15 KiB
HDF5 Parallel Compression
Introduction
When an HDF5 dataset is created, the application can specify optional data filters to be applied to the dataset (as long as the dataset uses a chunked data layout). These filters may perform compression, shuffling, checksumming/error detection and more on the dataset data. The filters are added to a filter pipeline for the dataset and are automatically applied to the data during dataset writes and reads.
Prior to the HDF5 1.10.2 release, a parallel HDF5 application could read datasets with filters applied to them, but could not write to those datasets in parallel. The datasets would have to first be written in a serial HDF5 application or from a single MPI rank in a parallel HDF5 application. This restriction was in place because:
-
Updating the data in filtered datasets requires management of file metadata, such as the dataset's chunk index and file space for data chunks, which must be done collectively in order for MPI ranks to have a consistent view of the file. At the time, HDF5 lacked the collective coordination of this metadata management.
-
When multiple MPI ranks are writing independently to the same chunk in a dataset (even if their selected portions of the chunk don't overlap), the whole chunk has to be read, unfiltered, modified, re-filtered and then written back to disk. This read-modify-write style of operation would cause conflicts among the MPI ranks and lead to an inconsistent view of the file.
Introduced in the HDF5 1.10.2 release, the parallel compression feature allows an HDF5 application to write in parallel to datasets with filters applied to them, as long as collective I/O is used. The feature introduces new internal infrastructure that coordinates the collective management of the file metadata between MPI ranks during dataset writes. It also accounts for multiple MPI ranks writing to a chunk by assigning ownership to one of the MPI ranks, at which point the other MPI ranks send their modifications to the owning MPI rank.
The parallel compression feature is always enabled when HDF5
is built with parallel enabled, but the feature may be disabled
if the necessary MPI-3 routines are not available.

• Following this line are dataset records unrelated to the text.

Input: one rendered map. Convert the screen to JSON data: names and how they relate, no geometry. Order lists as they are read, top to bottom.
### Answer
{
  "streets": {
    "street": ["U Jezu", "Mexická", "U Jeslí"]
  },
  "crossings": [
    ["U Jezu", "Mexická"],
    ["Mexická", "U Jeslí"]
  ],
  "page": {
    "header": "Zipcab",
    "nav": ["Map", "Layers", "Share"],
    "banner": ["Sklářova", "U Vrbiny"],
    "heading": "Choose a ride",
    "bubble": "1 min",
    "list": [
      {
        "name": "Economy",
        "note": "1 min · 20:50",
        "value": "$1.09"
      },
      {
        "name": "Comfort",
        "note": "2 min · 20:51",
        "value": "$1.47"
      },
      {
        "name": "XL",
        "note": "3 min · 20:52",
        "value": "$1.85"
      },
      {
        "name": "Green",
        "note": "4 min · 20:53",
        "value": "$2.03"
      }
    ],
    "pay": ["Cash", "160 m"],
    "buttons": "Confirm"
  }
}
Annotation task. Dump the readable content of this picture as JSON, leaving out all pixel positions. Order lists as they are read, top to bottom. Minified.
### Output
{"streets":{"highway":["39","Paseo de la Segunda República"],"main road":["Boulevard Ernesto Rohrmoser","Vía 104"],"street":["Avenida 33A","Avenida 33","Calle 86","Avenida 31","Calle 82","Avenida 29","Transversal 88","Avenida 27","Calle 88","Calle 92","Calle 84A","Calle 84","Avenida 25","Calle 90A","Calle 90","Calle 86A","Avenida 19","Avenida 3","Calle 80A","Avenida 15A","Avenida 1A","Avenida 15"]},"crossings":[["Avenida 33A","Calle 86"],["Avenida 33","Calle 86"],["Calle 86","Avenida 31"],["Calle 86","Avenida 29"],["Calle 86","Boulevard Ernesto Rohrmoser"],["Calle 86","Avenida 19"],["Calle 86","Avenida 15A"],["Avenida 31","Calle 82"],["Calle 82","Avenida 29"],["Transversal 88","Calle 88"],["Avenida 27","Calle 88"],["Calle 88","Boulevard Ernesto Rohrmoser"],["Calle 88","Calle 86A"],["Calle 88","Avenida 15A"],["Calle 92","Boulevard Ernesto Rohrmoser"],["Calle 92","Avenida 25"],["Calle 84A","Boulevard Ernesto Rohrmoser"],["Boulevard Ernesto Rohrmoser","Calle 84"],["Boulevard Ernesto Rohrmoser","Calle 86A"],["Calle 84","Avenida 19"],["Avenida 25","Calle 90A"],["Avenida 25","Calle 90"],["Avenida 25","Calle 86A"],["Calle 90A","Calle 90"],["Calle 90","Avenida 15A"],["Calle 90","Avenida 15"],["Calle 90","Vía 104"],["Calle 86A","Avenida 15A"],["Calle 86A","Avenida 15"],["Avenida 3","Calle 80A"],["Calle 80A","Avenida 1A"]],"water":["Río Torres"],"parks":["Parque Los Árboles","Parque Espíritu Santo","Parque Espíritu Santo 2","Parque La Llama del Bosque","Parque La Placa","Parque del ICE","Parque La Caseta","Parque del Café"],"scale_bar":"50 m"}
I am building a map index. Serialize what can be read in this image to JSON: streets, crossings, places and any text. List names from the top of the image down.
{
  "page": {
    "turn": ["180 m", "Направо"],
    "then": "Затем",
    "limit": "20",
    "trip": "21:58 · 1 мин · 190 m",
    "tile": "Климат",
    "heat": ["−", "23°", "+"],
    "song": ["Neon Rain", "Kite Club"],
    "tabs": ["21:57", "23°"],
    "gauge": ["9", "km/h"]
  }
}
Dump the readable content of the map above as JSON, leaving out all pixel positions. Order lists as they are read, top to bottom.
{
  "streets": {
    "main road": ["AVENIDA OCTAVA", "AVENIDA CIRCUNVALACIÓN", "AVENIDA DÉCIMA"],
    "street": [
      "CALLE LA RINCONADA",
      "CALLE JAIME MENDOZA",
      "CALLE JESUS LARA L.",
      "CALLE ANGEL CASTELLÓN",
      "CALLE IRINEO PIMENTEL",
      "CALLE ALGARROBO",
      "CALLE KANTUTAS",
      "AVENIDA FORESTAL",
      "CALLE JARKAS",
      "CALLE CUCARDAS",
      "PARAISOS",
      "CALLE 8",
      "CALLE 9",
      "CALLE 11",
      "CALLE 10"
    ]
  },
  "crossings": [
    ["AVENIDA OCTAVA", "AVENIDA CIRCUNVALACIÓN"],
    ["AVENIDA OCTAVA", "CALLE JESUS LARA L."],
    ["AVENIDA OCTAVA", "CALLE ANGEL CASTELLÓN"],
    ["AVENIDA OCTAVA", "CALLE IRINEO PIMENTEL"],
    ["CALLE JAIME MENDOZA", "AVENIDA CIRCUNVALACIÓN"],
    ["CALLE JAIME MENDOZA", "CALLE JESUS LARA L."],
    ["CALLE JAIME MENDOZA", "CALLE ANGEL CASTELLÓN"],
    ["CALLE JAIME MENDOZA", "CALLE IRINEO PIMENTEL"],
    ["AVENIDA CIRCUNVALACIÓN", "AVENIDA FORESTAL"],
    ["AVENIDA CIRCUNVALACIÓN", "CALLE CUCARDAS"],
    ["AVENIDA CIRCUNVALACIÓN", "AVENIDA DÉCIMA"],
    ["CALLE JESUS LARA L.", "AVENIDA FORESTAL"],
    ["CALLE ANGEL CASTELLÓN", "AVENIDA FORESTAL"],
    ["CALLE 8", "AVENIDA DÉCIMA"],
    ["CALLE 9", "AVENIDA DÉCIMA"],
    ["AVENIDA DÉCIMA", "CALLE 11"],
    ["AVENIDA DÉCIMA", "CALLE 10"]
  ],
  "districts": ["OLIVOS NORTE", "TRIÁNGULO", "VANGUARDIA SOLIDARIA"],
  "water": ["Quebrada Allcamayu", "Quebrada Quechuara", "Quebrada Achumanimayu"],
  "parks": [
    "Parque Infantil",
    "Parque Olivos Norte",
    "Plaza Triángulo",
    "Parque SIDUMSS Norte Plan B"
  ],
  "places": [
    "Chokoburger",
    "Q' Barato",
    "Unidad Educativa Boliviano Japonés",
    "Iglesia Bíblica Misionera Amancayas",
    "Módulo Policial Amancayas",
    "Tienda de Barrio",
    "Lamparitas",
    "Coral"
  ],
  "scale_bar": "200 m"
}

Therefore,
HDF5 conditionally defines the macro H5_HAVE_PARALLEL_FILTERED_WRITES
which an application can check for to see if the feature is
available.
Examples
Using the parallel compression feature is very similar to using compression in serial HDF5, except that dataset writes must be collective:
hid_t dxpl_id = H5Pcreate(H5P_DATASET_XFER);
H5Pset_dxpl_mpio(dxpl_id, H5FD_MPIO_COLLECTIVE);
H5Dwrite(..., dxpl_id, ...);
The following are two simple examples of using the parallel compression feature:
The former contains simple examples of using the parallel compression feature to write to compressed datasets, while the latter contains an example of how to write to compressed datasets when one or MPI ranks don't have any data to write to a dataset. Remember that the feature requires these writes to use collective I/O, so the MPI ranks which have nothing to contribute must still participate in the collective write call.
Incremental file space allocation support
HDF5's file space allocation time is a dataset creation property that can have significant effects on application performance, especially if the application uses parallel HDF5. In a serial HDF5 application, the default file space allocation time for chunked datasets is "incremental". This means that allocation of space in the HDF5 file for data chunks is deferred until data is first written to those chunks. In parallel HDF5, the file space allocation time was previously always forced to "early", which allocates space in the file for all of a dataset's data chunks at creation time (or during the first open of a dataset if it was created serially). This would ensure that all the necessary file space was allocated so MPI ranks could perform independent I/O operations on a dataset without needing further coordination of file metadata as described previously.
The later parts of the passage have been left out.